Intertwining of Campaign News and Advertising: The Content and Electoral Effects of Newspaper Ad Watches

By Min, Young | Journalism and Mass Communication Quarterly, Winter 2002 | Go to article overview

Intertwining of Campaign News and Advertising: The Content and Electoral Effects of Newspaper Ad Watches


Min, Young, Journalism and Mass Communication Quarterly


By integrating content analysis and experimental analysis of newspaper ad watches, this study examines the interactive qualities of news and candidate ads as well as the effects of those interactions. First, the content analysis shows that negative issue advertising is the most frequent focus of ad watch journalism. The tone of journalistic assessments of political ads is not invariably critical; while the press tends to deflate the accuracy of the ad messages, it more often than not reinforces the effectiveness of the messages. Second, an experimental analysis demonstrates that the tone of the news analysis of a campaign ad significantly influences the audiences' preferences toward the sponsoring candidate. However, it provides little support for the demobilizing effects of negativity in the ad watch coverage.

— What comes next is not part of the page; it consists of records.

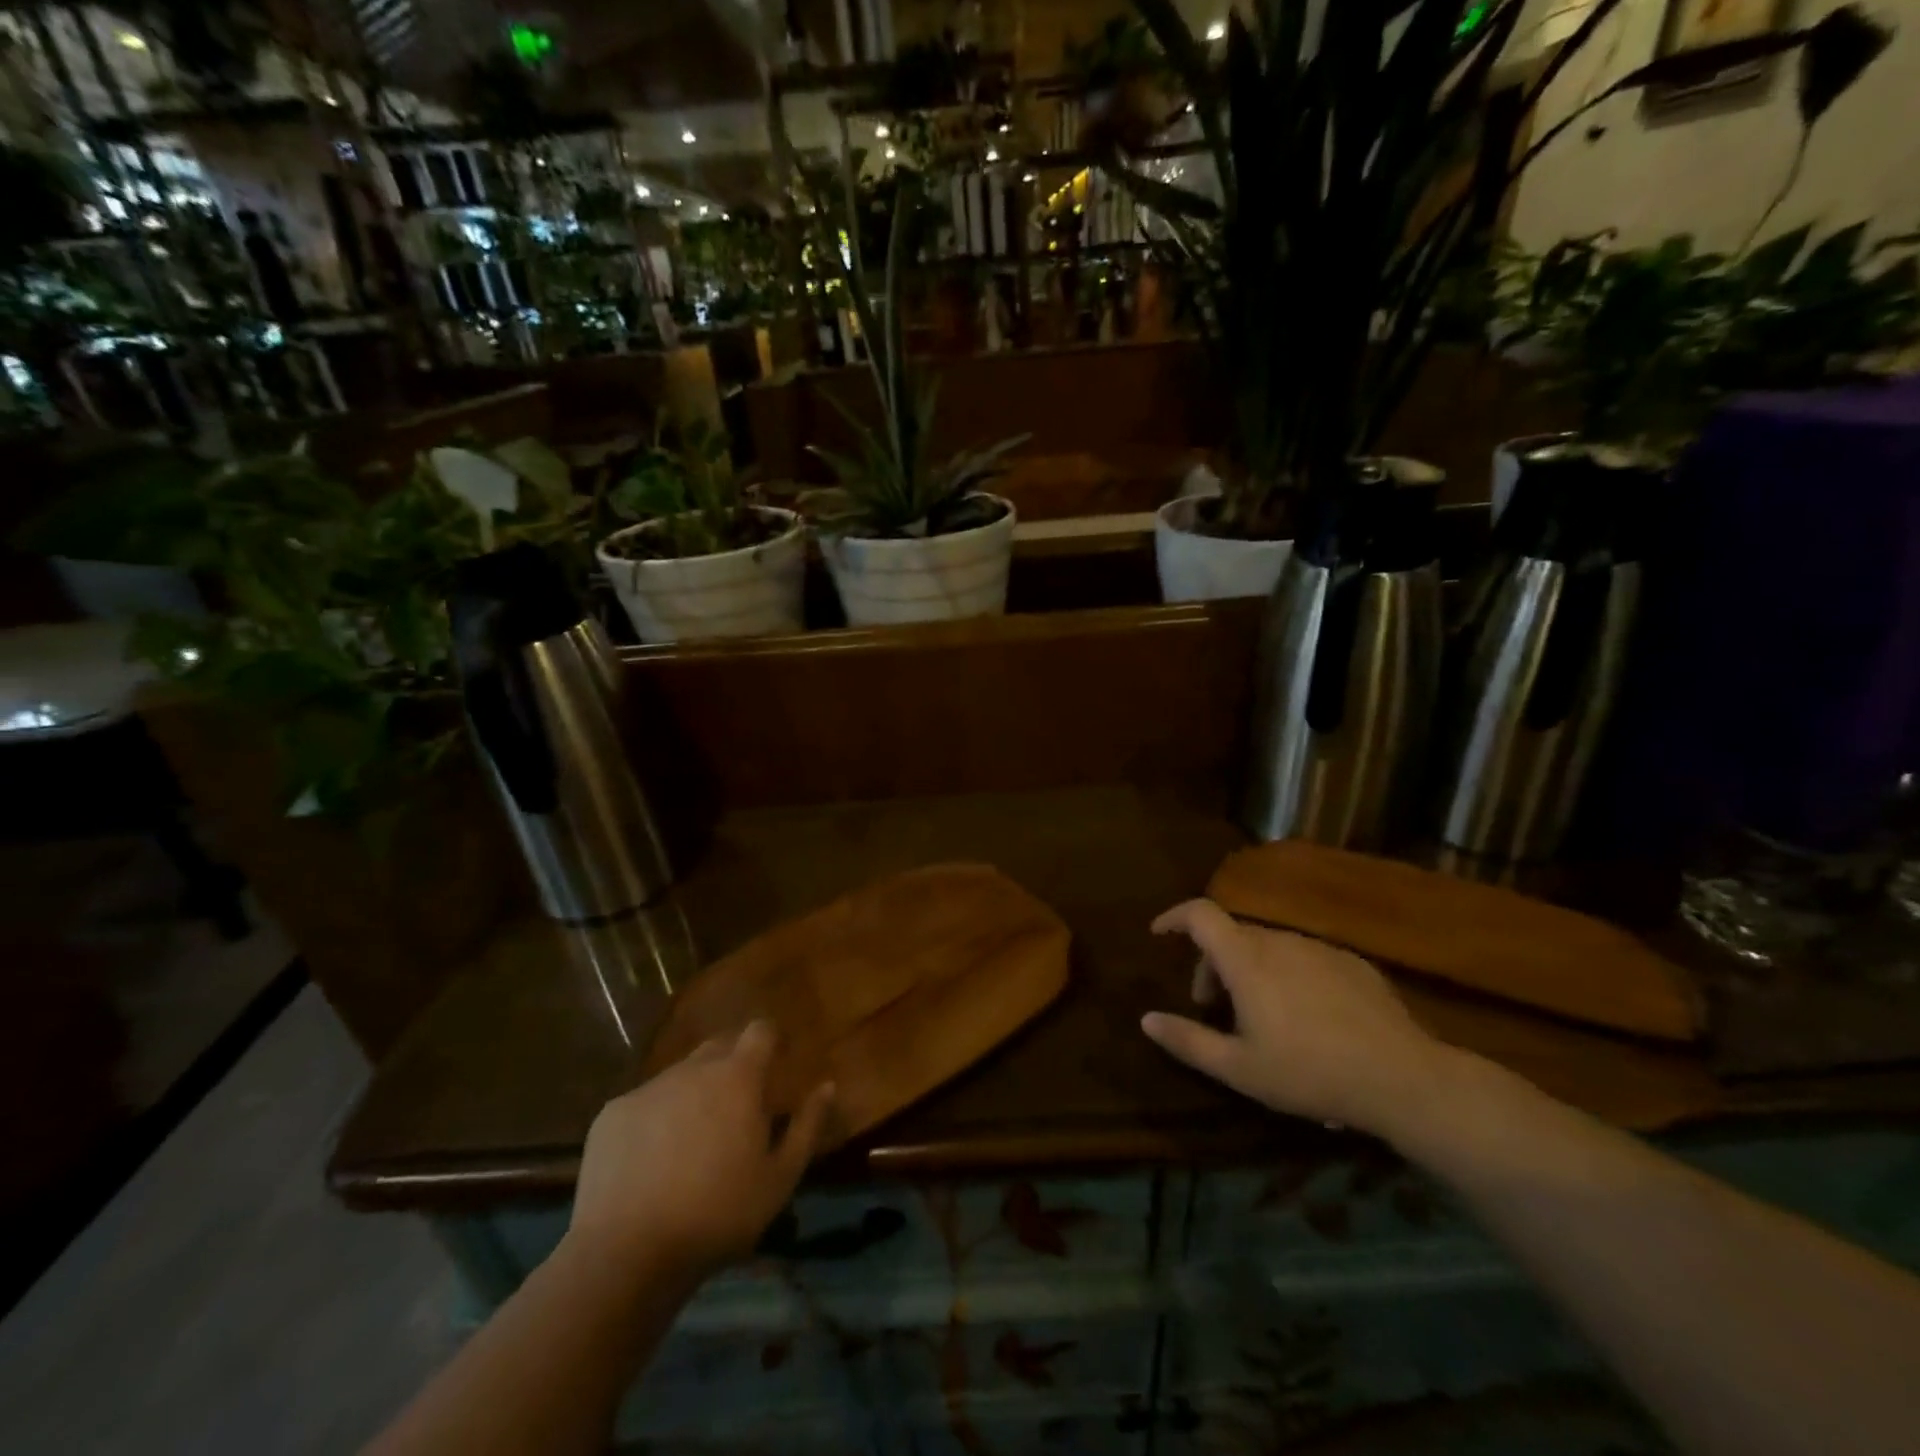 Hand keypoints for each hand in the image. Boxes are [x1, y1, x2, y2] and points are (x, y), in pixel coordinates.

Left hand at [568, 1021, 833, 1281]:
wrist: (626, 1254)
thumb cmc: (718, 1214)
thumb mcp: (780, 1178)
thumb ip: (807, 1126)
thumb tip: (827, 1086)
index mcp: (738, 1077)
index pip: (760, 1030)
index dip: (771, 1040)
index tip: (777, 1062)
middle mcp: (693, 1069)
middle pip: (720, 1045)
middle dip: (734, 1063)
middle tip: (739, 1104)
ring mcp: (649, 1088)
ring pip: (681, 1074)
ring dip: (695, 1091)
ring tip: (694, 1138)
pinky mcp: (612, 1113)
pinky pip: (645, 1102)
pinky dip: (656, 1117)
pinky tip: (652, 1160)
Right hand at [1141, 899, 1458, 1138]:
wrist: (1404, 1079)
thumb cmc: (1309, 1072)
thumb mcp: (1239, 1068)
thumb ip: (1187, 1040)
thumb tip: (1146, 1019)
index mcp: (1246, 958)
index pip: (1200, 914)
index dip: (1174, 917)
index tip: (1159, 934)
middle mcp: (1279, 940)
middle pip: (1232, 934)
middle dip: (1212, 962)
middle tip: (1212, 1006)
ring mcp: (1319, 948)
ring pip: (1269, 946)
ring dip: (1250, 969)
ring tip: (1259, 1016)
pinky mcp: (1352, 962)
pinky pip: (1304, 957)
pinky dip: (1287, 974)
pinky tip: (1306, 1017)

This study addresses one of the long-standing issues in political communication research: how campaign communications influence voter behaviors. While many recent campaign studies have compellingly documented that political communication has the potential to persuade and mobilize voters,1 this study focuses on the effects of campaign ad watches, which West describes as one of the most important news trends in the 1990s elections.2 Pfau and Louden define an ad watch as a "news critique of candidate ads designed to inform the public about claims that are either exaggerated or false."3

Constituting the single biggest expenditure in contemporary election campaigns, political advertising has increasingly attracted news coverage. Campaign commercials also frequently cite news reports as credible sources to support their messages.4 News ad watches best represent this growing intertwining between the paid advertising media and the news media by recirculating the content of prominent commercials along with evaluative commentaries on their accuracy and effectiveness.5 Ad watches, in this regard, provide an opportunity to assess how advertising and news, the two primary forms of campaign discourse, influence electoral outcomes.

There are only a few empirical studies documenting the effects of ad watches.6 Previous findings, indeed, have been inconsistent, especially regarding whether ad watches undermine or reinforce the claims of political ads. The present study suggests that those inconsistencies can be resolved by identifying the variables that primarily shape the content of the ad watch coverage and, consequently, determining the effects of the coverage.

Communication content functions as an antecedent or correlate "of a variety of individual processes, effects or uses people make of it."7 As Shoemaker and Reese8 point out, however, media effects studies tend to oversimplify the mass communication process by ignoring the specific characteristics of media content to which the audience is exposed. Previous studies on ad watch effects are no exception; they often disregard the problem of "exposure to what," focusing instead on exposure. This tendency, according to Shoemaker and Reese, may "hamper the development of mass communication theories" by concealing the important effects and social significance of some content-related factors.9

The present study addresses this problem by integrating the study of effects with study of content. Specifically, an initial content analysis of the ad watch will be used to decide which variables may play into its effects-the same variables that later will be manipulated in subsequent experimentation.

News discourse on direct candidate communication has displayed its own unique styles and patterns. Network news coverage of candidate speeches, for instance, "regularly reduce[s] the candidates to gesturing, voiceless figures, the power of their language and ideas lost in reporters' summaries."10 The post-debate coverage "focuses almost exclusively on the candidates' debating styles and on how their performance would affect the horse race."11 Yet few studies have comprehensively illuminated the nature of the news coverage of political ads.